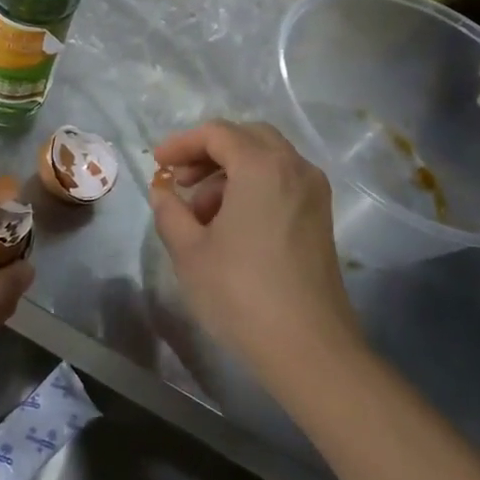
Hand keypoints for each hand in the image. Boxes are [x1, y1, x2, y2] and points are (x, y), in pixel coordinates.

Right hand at [150, 122, 361, 387]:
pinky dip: (253, 187)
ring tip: (200, 212)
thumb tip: (163, 191)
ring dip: (230, 172)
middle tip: (180, 180)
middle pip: (247, 138)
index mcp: (262, 167)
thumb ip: (170, 211)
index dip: (182, 143)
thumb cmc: (240, 292)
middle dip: (209, 152)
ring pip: (267, 159)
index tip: (158, 164)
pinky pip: (282, 182)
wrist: (307, 346)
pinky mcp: (321, 217)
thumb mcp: (189, 251)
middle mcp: (295, 168)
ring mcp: (314, 193)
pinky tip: (230, 224)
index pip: (218, 133)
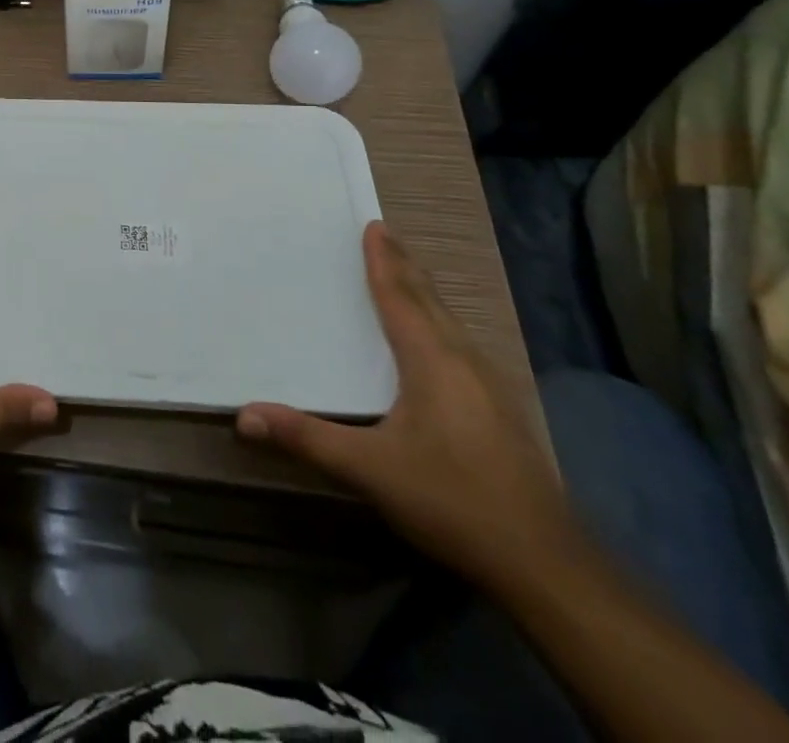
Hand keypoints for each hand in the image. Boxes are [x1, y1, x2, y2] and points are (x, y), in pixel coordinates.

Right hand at [237, 222, 574, 590]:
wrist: (544, 563)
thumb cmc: (451, 500)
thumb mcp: (369, 469)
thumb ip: (306, 438)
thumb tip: (244, 415)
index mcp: (432, 360)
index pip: (400, 297)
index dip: (383, 261)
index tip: (373, 226)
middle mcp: (464, 361)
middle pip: (430, 300)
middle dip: (405, 266)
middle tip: (385, 236)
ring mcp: (490, 386)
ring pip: (450, 322)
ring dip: (424, 293)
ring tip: (406, 276)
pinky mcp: (501, 411)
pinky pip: (461, 344)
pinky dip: (439, 322)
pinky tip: (438, 342)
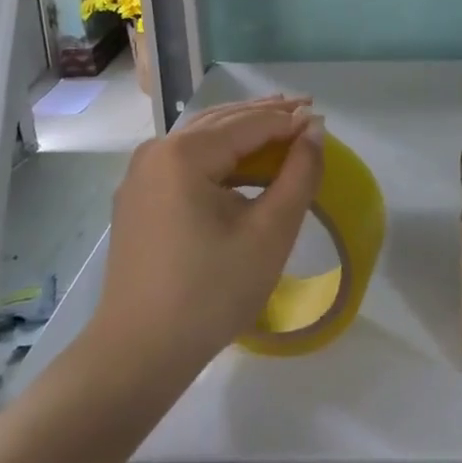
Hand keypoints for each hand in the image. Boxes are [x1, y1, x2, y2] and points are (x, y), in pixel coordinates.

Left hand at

DIRECTIONS FOR THIS TASK: Transcribe the opening line of the listing above, please, and every line after it through the line with "index pip: (218, 133)", word for word, without pictures.

OUTPUT FOR THIS TASK:
Hand keypoints for each hand in the image. Boxes are [x1, y1, x2, y2] and points are (x, y), in pixel coordinates.

Right hand at [150, 122, 361, 387]:
pinky dip: (253, 187)
ring tip: (200, 212)
thumb tip: (163, 191)
ring dip: (230, 172)
middle tip: (180, 180)
middle pip: (247, 138)
index mcp: (262, 167)
thumb ip: (170, 211)
index dip: (182, 143)
thumb cmc: (240, 292)
middle dip: (209, 152)
ring pip: (267, 159)
index tip: (158, 164)
pinky pip: (282, 182)
wrist: (307, 346)
pinky mcp: (321, 217)
thumb mcp: (189, 251)
middle mcp: (295, 168)
ring mcp: (314, 193)
pinky tip: (230, 224)
index pip: (218, 133)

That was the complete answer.